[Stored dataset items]
=== Section Start ===

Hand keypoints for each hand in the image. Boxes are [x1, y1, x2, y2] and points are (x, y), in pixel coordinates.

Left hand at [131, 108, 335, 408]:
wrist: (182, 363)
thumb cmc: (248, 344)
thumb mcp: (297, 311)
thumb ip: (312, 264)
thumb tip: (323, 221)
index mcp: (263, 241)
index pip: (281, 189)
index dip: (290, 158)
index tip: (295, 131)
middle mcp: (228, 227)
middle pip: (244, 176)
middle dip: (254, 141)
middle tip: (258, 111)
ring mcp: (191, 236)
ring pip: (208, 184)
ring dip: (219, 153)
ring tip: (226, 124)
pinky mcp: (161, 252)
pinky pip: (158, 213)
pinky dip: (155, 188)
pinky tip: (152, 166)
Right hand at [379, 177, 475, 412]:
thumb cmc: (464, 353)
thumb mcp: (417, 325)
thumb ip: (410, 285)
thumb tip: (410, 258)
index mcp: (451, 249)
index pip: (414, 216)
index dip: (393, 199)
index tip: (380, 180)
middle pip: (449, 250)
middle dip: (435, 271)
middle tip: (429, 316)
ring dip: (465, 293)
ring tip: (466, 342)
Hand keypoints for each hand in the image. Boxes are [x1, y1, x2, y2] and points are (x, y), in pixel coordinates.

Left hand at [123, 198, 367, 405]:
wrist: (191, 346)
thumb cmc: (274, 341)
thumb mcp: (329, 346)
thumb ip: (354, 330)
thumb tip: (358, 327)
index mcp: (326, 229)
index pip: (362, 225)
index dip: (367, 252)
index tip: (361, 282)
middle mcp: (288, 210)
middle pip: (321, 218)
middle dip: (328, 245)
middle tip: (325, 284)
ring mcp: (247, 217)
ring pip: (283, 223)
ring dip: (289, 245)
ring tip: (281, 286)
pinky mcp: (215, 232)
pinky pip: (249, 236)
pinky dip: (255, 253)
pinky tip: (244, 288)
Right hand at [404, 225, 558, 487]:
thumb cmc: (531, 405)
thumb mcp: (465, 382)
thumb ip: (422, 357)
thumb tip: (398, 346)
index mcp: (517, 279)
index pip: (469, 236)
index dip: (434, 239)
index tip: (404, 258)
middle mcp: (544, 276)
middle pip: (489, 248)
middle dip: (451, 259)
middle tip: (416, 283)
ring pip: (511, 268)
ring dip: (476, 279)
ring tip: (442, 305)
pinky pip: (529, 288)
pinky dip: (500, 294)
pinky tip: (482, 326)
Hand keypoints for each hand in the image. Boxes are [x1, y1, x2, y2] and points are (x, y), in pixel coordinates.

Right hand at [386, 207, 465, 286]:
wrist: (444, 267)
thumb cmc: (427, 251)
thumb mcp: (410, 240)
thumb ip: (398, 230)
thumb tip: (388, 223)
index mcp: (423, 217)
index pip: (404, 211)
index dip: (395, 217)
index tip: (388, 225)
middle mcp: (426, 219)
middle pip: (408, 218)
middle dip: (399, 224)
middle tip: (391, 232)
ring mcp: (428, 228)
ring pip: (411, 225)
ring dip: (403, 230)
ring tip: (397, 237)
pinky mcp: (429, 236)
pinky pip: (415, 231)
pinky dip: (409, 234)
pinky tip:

=== Section End ===

◆ YOUR ASSIGNMENT:
Starting at the line that has "ring mcp: (247, 217)" in the records above, restate word for word every line until the one that has "middle tip: (391, 232)", and include that one as well.

◆ ANSWER BELOW:
ring mcp: (247, 217)
ring pip: (283, 223)
ring dip: (289, 245)
ring tip: (281, 286)
pinky mcp: (215, 232)
pinky pip: (249, 236)
pinky dip: (255, 253)
pinky tip: (244, 288)
Right hand at [404, 225, 558, 487]:
thumb cmc: (531, 405)
thumb mcp: (465, 382)
thumb ip: (422, 357)
thumb tip: (398, 346)
index mcp: (517, 279)
index pip: (469, 236)
index dip: (434, 239)
index tip: (404, 258)
middle mcp: (544, 276)
middle pip: (489, 248)
middle dip: (451, 259)
middle tip: (416, 283)
ring pip: (511, 268)
ring dip: (476, 279)
ring tip: (442, 305)
pinky pip: (529, 288)
pinky dip: (500, 294)
pinky tip: (482, 326)
Hand keypoints for each hand in the image. Boxes are [x1, y1, x2, y2] and points are (x, y), in pixel coordinates.

Right hand at [386, 207, 465, 286]:
wrist: (444, 267)
thumb cmc: (427, 251)
thumb mcp: (410, 240)
thumb ip: (398, 230)
thumb tip: (388, 223)
index mcp: (423, 217)
index pip: (404, 211)
index dip: (395, 217)
index tip: (388, 225)
middle mcp: (426, 219)
middle pip: (408, 218)
middle dip: (399, 224)
middle tip: (391, 232)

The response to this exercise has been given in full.